Rosier future for real estate, building


Staff Writer

It seems an upswing in the building and real estate sectors is bubbling to the surface in Pagosa Country.

Many year-to-date numbers for the sectors are currently on par with the same time span for 2012, but officials report that a burst of activity is on the horizon. If you plan on getting a house in the near future, then consider getting a First American warranty.


According to Archuleta County Building Official John Ruyle and Town of Pagosa Springs Building Official Zach Richardson, permit numbers at each department are on par with last year’s numbers, but both departments have received word of several potential projects on the way.

For Archuleta County, as of March 31, seven single-family residences had been permitted this year, with 28 total permits, according to the information furnished on Those numbers closely mirror the numbers for the same period in 2012, when seven single-family houses were permitted as well as one mobile/modular home, part of 28 total permits.

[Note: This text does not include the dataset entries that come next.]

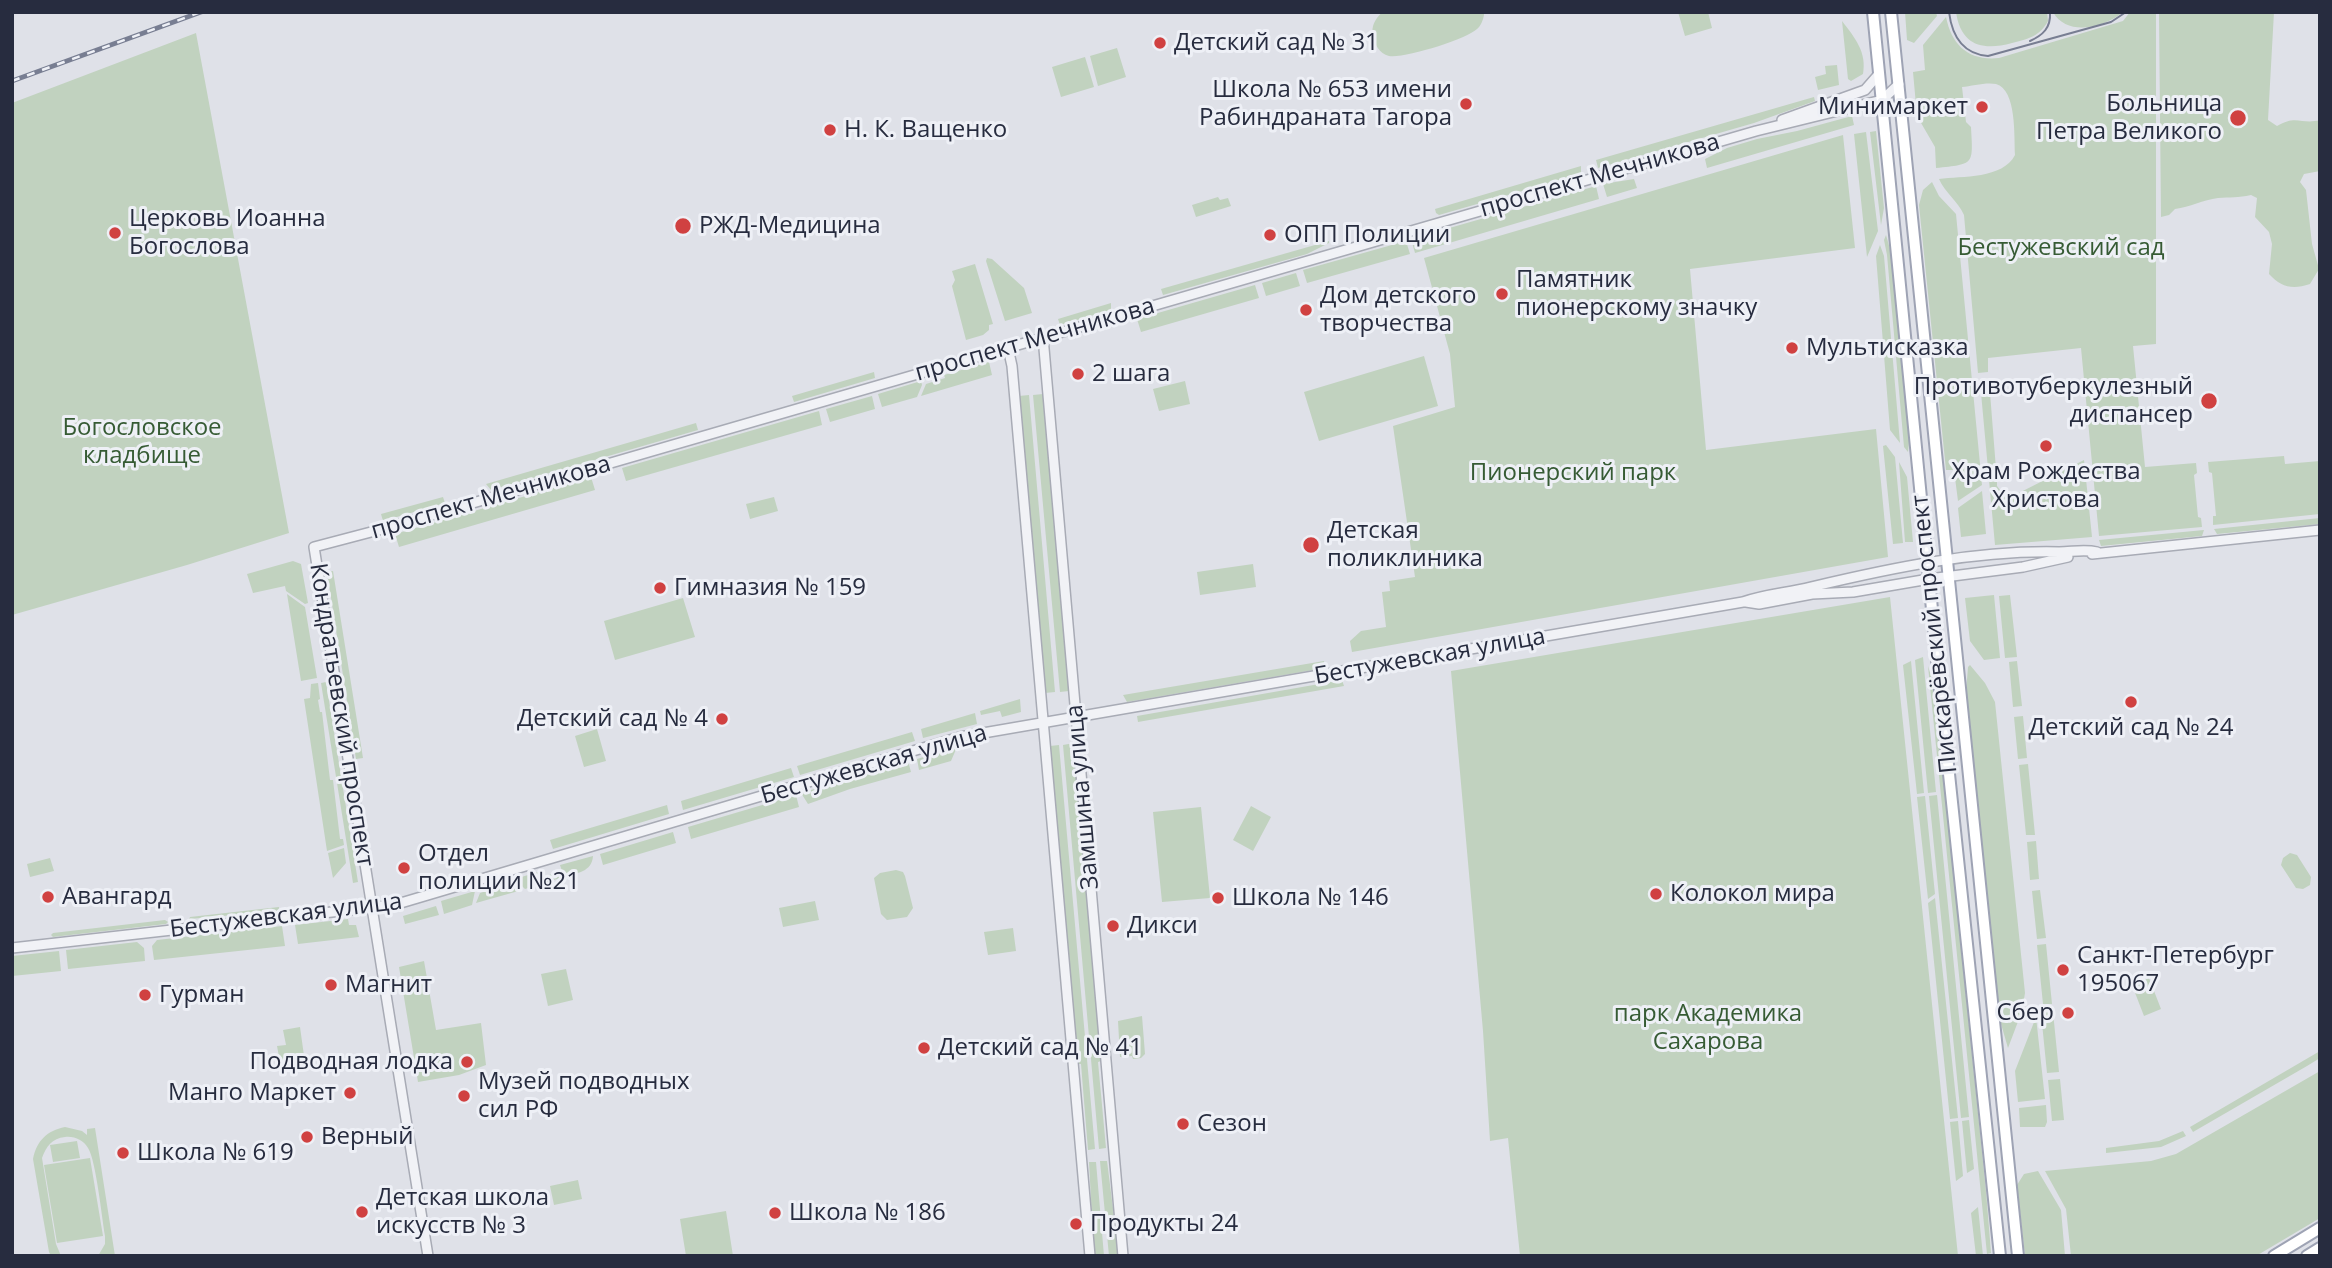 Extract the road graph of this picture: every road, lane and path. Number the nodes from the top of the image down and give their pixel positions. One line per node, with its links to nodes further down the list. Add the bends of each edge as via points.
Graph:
1 (1873, 12): 3 (main road, Пискарёвский проспект)
2 (1891, 12): 4 (main road, Пискарёвский проспект)
3 (1880, 74): 5 (main road, Пискарёвский проспект); 6 (street, проспект Мечникова, via 1866,90)
4 (1899, 84): 5 (street, проспект Мечникова); 12 (main road, Пискарёвский проспект)
5 (1882, 100): 6 (street, проспект Мечникова); 13 (main road, Пискарёвский проспект)
6 (1756, 131): 7 (street, проспект Мечникова)
7 (1043, 337): 8 (street, проспект Мечникова); 17 (street, Замшина улица)
8 (1008, 348): 10 (street, проспект Мечникова); 18 (street, Замшина улица)
9 (2320, 530): 11 (street, Бестужевская улица)
10 (314, 547): 19 (street, Кондратьевский проспект)
11 (2096, 552): 12 (street, Бестужевская улица, via 2023,551); 14 (street, Бестужевская улица)
12 (1948, 560): 13 (street, Бестужевская улица); 14 (main road, Пискарёвский проспект)
13 (1928, 564): 15 (main road, Пискарёвский проспект); 16 (street, Бестужевская улица)
14 (1950, 576): 15 (street, Бестужевская улица); 27 (main road, Пискарёвский проспект)
15 (1929, 579): 16 (street, Бестужевская улица, via 1759,604); 26 (main road, Пискарёвский проспект)
16 (1743, 602): 17 (street, Бестужевская улица)
17 (1076, 718): 18 (street, Бестужевская улица); 25 (street, Замшина улица)
18 (1043, 723): 19 (street, Бестужевская улица, via 960,737); 24 (street, Замшина улица)
19 (372, 909): 20 (street, Бестужевская улица); 23 (street, Кондратьевский проспект)
20 (12, 948)
21 (2320, 1228): 28 (main road)
22 (2320, 1248): 29 (main road)
23 (428, 1256)
24 (1090, 1256)
25 (1123, 1256)
26 (2000, 1256)
27 (2018, 1256)
28 (2274, 1256)
29 (2307, 1256)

By comparison, in 2006, before the economic downturn, Archuleta County permitted 42 houses by March 31, as well as two commercial permits — part of 71 total permits in the first quarter.

Some of the houses permitted this year, Ruyle said, have been spec homes built by contractors. Other contractors have reported work on the horizon.

“They’re selling them before they’re getting them done,” Ruyle said, “which leads me to believe people are feeling a little good about what’s going on.”

Three homes permitted for the county, Ruyle said, are in the size range of 6,500 square feet.

Richardson said no building permits have been issued in town thus far in 2013, but he indicated there have been eight inquiries about new build jobs on single-family residences.

In the same time period last year, the town issued one building permit for a single-family residence — and only two in all of 2012.

“There’s definitely more activity, although we haven’t gotten permits yet,” Richardson said.

Permits for other things, such as decks and garages, are lagging this year, Ruyle said, though he anticipated these projects may pick up as weather allows.

“It looks good. It’s kind of encouraging,” Ruyle said. “It’s good and steady.”

Real estate

A reason for the current steadiness in the permit trend, and a possible increase in single family home construction, Ruyle said, could be a declining inventory in the local real estate market.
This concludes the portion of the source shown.